> [Problem details]
Text only, exactly as given: reproduce the entries below without their pictures.

> [Record extracts]
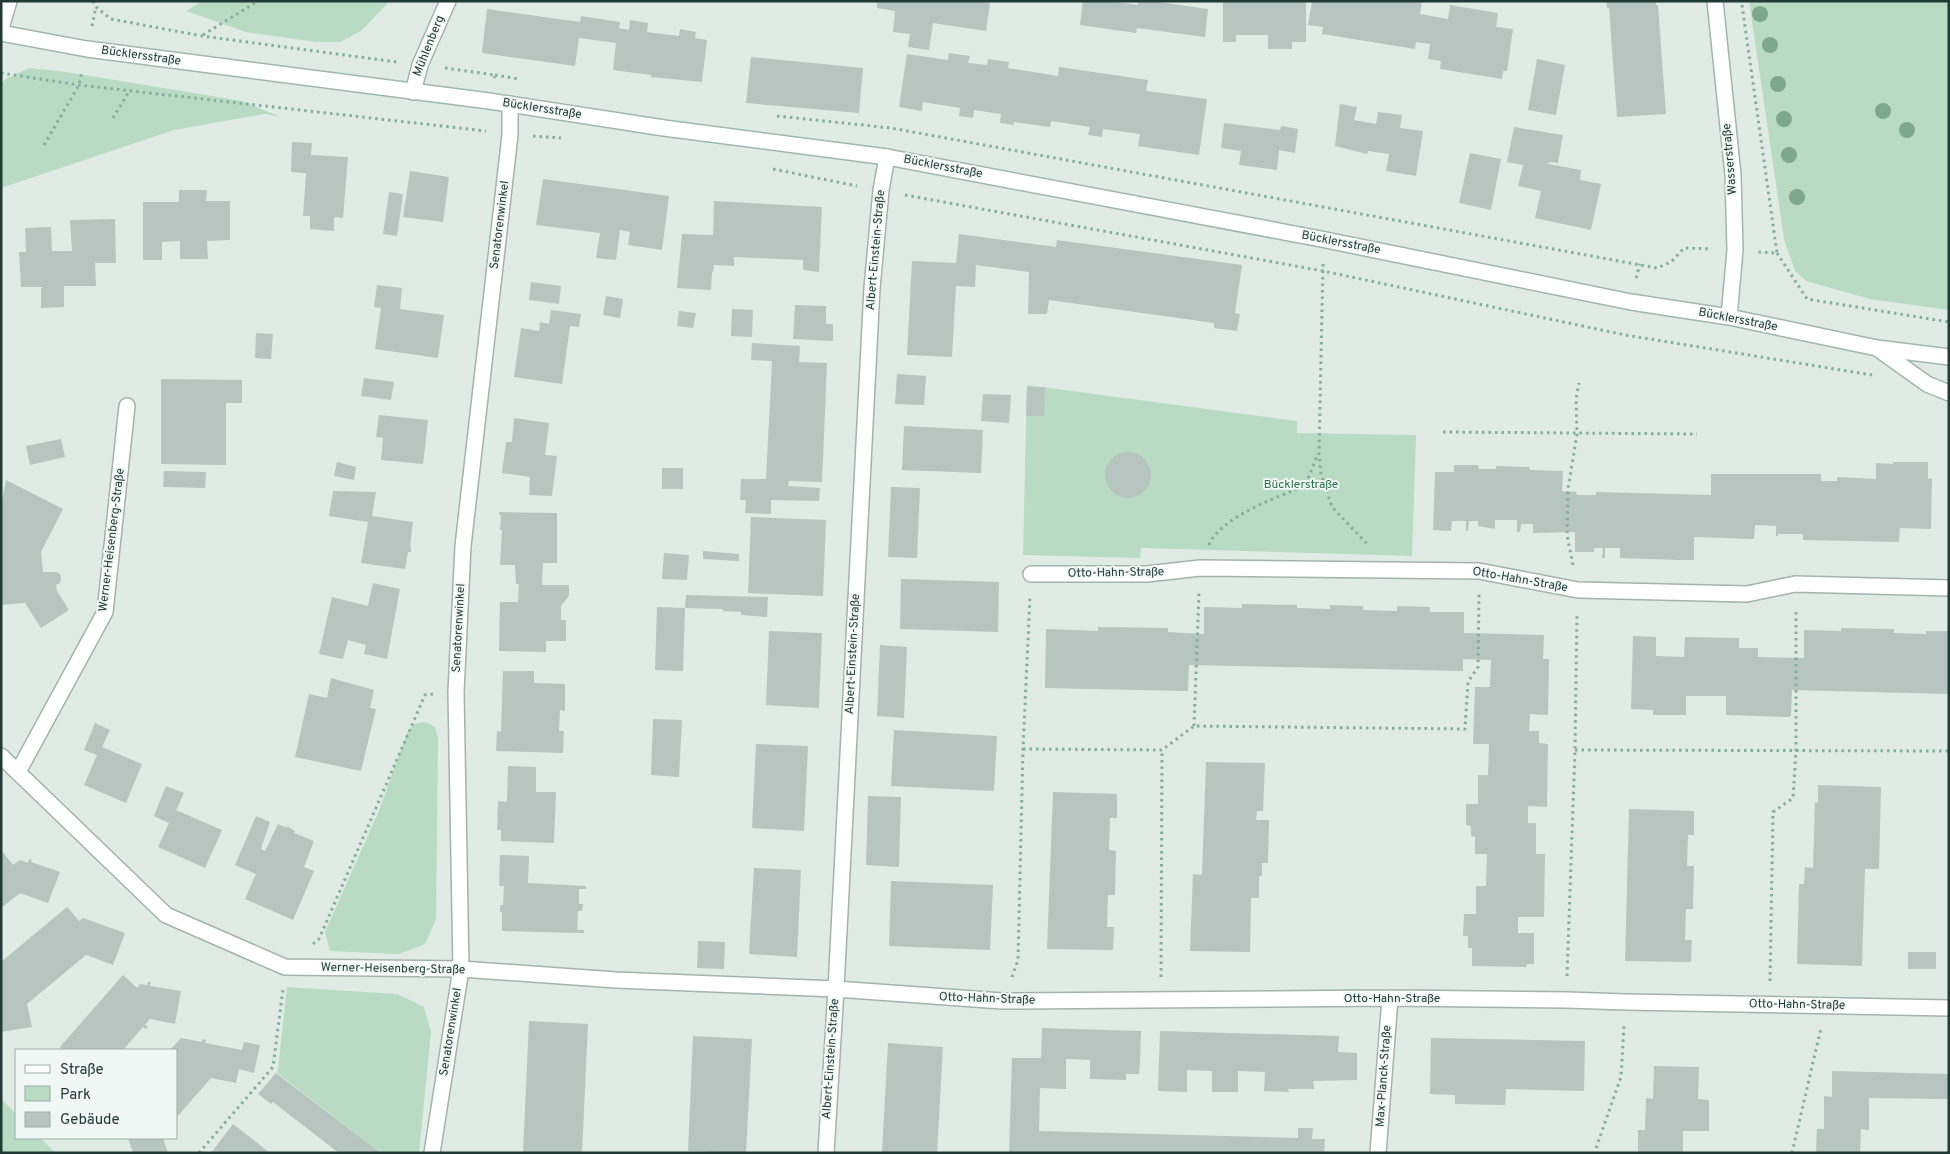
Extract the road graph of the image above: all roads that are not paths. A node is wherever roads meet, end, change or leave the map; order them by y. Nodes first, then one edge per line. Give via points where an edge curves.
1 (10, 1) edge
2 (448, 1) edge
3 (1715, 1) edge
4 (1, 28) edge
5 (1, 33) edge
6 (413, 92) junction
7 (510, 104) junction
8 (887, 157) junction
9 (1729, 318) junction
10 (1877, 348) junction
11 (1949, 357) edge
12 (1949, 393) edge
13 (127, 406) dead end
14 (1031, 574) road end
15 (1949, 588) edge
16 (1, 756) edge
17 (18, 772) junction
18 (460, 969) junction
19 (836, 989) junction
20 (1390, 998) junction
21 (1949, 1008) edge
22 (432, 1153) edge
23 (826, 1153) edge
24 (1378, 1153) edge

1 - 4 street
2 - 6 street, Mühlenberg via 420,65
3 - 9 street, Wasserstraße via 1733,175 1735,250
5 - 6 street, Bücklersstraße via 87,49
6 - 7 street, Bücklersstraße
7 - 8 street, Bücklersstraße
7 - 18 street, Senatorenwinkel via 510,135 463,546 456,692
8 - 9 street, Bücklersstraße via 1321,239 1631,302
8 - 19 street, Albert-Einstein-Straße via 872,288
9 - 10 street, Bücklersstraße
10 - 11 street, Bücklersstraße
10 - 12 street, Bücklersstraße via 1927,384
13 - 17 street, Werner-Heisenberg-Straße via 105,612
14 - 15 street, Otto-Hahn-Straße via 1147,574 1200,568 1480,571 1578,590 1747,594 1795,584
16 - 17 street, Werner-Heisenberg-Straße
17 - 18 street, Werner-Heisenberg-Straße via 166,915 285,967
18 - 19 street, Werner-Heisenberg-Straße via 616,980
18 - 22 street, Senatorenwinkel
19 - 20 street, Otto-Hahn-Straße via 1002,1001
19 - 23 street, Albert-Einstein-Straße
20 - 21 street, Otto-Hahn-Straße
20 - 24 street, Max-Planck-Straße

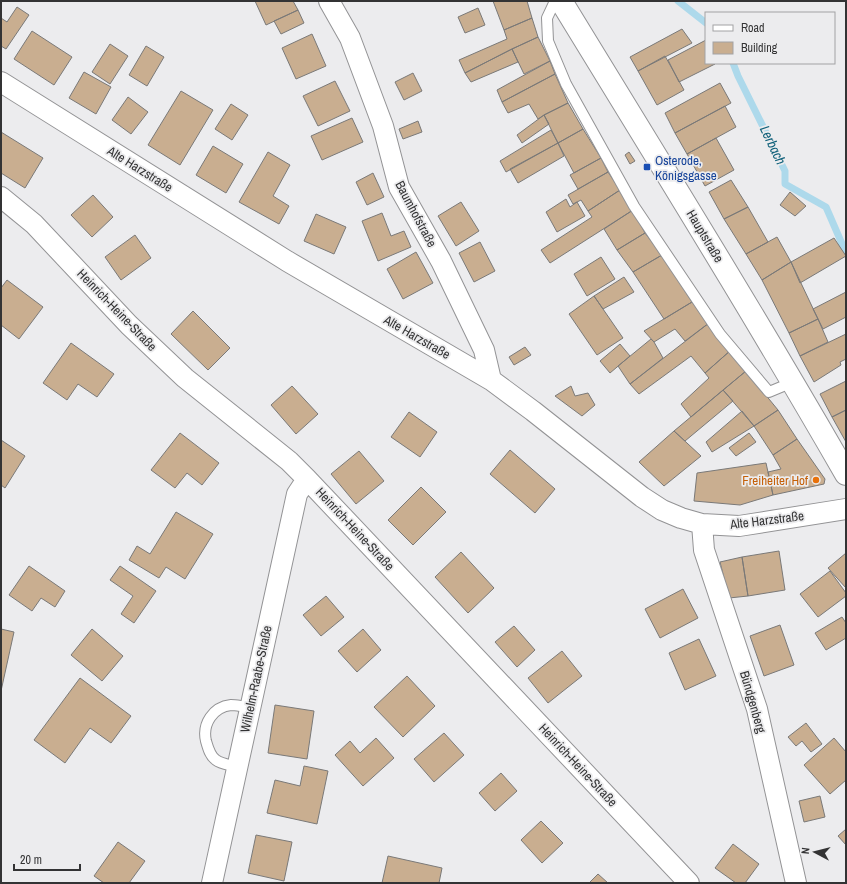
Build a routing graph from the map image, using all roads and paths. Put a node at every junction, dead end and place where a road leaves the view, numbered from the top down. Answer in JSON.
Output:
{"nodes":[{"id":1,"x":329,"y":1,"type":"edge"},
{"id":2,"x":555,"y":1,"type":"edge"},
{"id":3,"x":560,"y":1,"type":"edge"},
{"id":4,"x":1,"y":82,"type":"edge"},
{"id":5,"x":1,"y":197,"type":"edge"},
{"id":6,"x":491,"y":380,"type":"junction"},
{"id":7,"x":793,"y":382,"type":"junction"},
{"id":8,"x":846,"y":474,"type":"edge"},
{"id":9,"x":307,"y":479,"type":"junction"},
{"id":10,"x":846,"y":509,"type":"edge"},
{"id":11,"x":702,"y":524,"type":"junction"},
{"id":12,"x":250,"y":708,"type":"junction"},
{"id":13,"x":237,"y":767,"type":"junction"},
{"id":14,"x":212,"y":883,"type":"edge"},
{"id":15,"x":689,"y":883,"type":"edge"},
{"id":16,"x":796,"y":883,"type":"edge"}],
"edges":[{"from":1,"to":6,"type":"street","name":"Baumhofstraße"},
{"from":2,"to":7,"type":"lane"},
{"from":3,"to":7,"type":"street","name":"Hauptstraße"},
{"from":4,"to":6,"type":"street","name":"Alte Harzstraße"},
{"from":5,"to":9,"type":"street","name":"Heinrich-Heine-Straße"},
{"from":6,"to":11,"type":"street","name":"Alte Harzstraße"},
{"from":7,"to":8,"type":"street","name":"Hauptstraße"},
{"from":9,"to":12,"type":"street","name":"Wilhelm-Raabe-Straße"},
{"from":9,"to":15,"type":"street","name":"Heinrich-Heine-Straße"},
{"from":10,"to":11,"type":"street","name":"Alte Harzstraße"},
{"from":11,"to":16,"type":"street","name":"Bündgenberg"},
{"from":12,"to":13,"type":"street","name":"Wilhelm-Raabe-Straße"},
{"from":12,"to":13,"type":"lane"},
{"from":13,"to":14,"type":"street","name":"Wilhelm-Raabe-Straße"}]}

> [Answer to this problem]
Extract the road graph of the image above: all roads that are not paths. A node is wherever roads meet, end, change or leave the map; order them by y. Nodes first, then one edge per line. Give via points where an edge curves.
1 (10, 1) edge
2 (448, 1) edge
3 (1715, 1) edge
4 (1, 28) edge
5 (1, 33) edge
6 (413, 92) junction
7 (510, 104) junction
8 (887, 157) junction
9 (1729, 318) junction
10 (1877, 348) junction
11 (1949, 357) edge
12 (1949, 393) edge
13 (127, 406) dead end
14 (1031, 574) road end
15 (1949, 588) edge
16 (1, 756) edge
17 (18, 772) junction
18 (460, 969) junction
19 (836, 989) junction
20 (1390, 998) junction
21 (1949, 1008) edge
22 (432, 1153) edge
23 (826, 1153) edge
24 (1378, 1153) edge

1 - 4 street
2 - 6 street, Mühlenberg via 420,65
3 - 9 street, Wasserstraße via 1733,175 1735,250
5 - 6 street, Bücklersstraße via 87,49
6 - 7 street, Bücklersstraße
7 - 8 street, Bücklersstraße
7 - 18 street, Senatorenwinkel via 510,135 463,546 456,692
8 - 9 street, Bücklersstraße via 1321,239 1631,302
8 - 19 street, Albert-Einstein-Straße via 872,288
9 - 10 street, Bücklersstraße
10 - 11 street, Bücklersstraße
10 - 12 street, Bücklersstraße via 1927,384
13 - 17 street, Werner-Heisenberg-Straße via 105,612
14 - 15 street, Otto-Hahn-Straße via 1147,574 1200,568 1480,571 1578,590 1747,594 1795,584
16 - 17 street, Werner-Heisenberg-Straße
17 - 18 street, Werner-Heisenberg-Straße via 166,915 285,967
18 - 19 street, Werner-Heisenberg-Straße via 616,980
18 - 22 street, Senatorenwinkel
19 - 20 street, Otto-Hahn-Straße via 1002,1001
19 - 23 street, Albert-Einstein-Straße
20 - 21 street, Otto-Hahn-Straße
20 - 24 street, Max-Planck-Straße

Build a routing graph from the map image, using all roads and paths. Put a node at every junction, dead end and place where a road leaves the view, numbered from the top down. Answer in JSON.
Output:
{"nodes":[{"id":1,"x":329,"y":1,"type":"edge"},
{"id":2,"x":555,"y":1,"type":"edge"},
{"id":3,"x":560,"y":1,"type":"edge"},
{"id":4,"x":1,"y":82,"type":"edge"},
{"id":5,"x":1,"y":197,"type":"edge"},
{"id":6,"x":491,"y":380,"type":"junction"},
{"id":7,"x":793,"y":382,"type":"junction"},
{"id":8,"x":846,"y":474,"type":"edge"},
{"id":9,"x":307,"y":479,"type":"junction"},
{"id":10,"x":846,"y":509,"type":"edge"},
{"id":11,"x":702,"y":524,"type":"junction"},
{"id":12,"x":250,"y":708,"type":"junction"},
{"id":13,"x":237,"y":767,"type":"junction"},
{"id":14,"x":212,"y":883,"type":"edge"},
{"id":15,"x":689,"y":883,"type":"edge"},
{"id":16,"x":796,"y":883,"type":"edge"}],
"edges":[{"from":1,"to":6,"type":"street","name":"Baumhofstraße"},
{"from":2,"to":7,"type":"lane"},
{"from":3,"to":7,"type":"street","name":"Hauptstraße"},
{"from":4,"to":6,"type":"street","name":"Alte Harzstraße"},
{"from":5,"to":9,"type":"street","name":"Heinrich-Heine-Straße"},
{"from":6,"to":11,"type":"street","name":"Alte Harzstraße"},
{"from":7,"to":8,"type":"street","name":"Hauptstraße"},
{"from":9,"to":12,"type":"street","name":"Wilhelm-Raabe-Straße"},
{"from":9,"to":15,"type":"street","name":"Heinrich-Heine-Straße"},
{"from":10,"to":11,"type":"street","name":"Alte Harzstraße"},
{"from":11,"to":16,"type":"street","name":"Bündgenberg"},
{"from":12,"to":13,"type":"street","name":"Wilhelm-Raabe-Straße"},
{"from":12,"to":13,"type":"lane"},
{"from":13,"to":14,"type":"street","name":"Wilhelm-Raabe-Straße"}]}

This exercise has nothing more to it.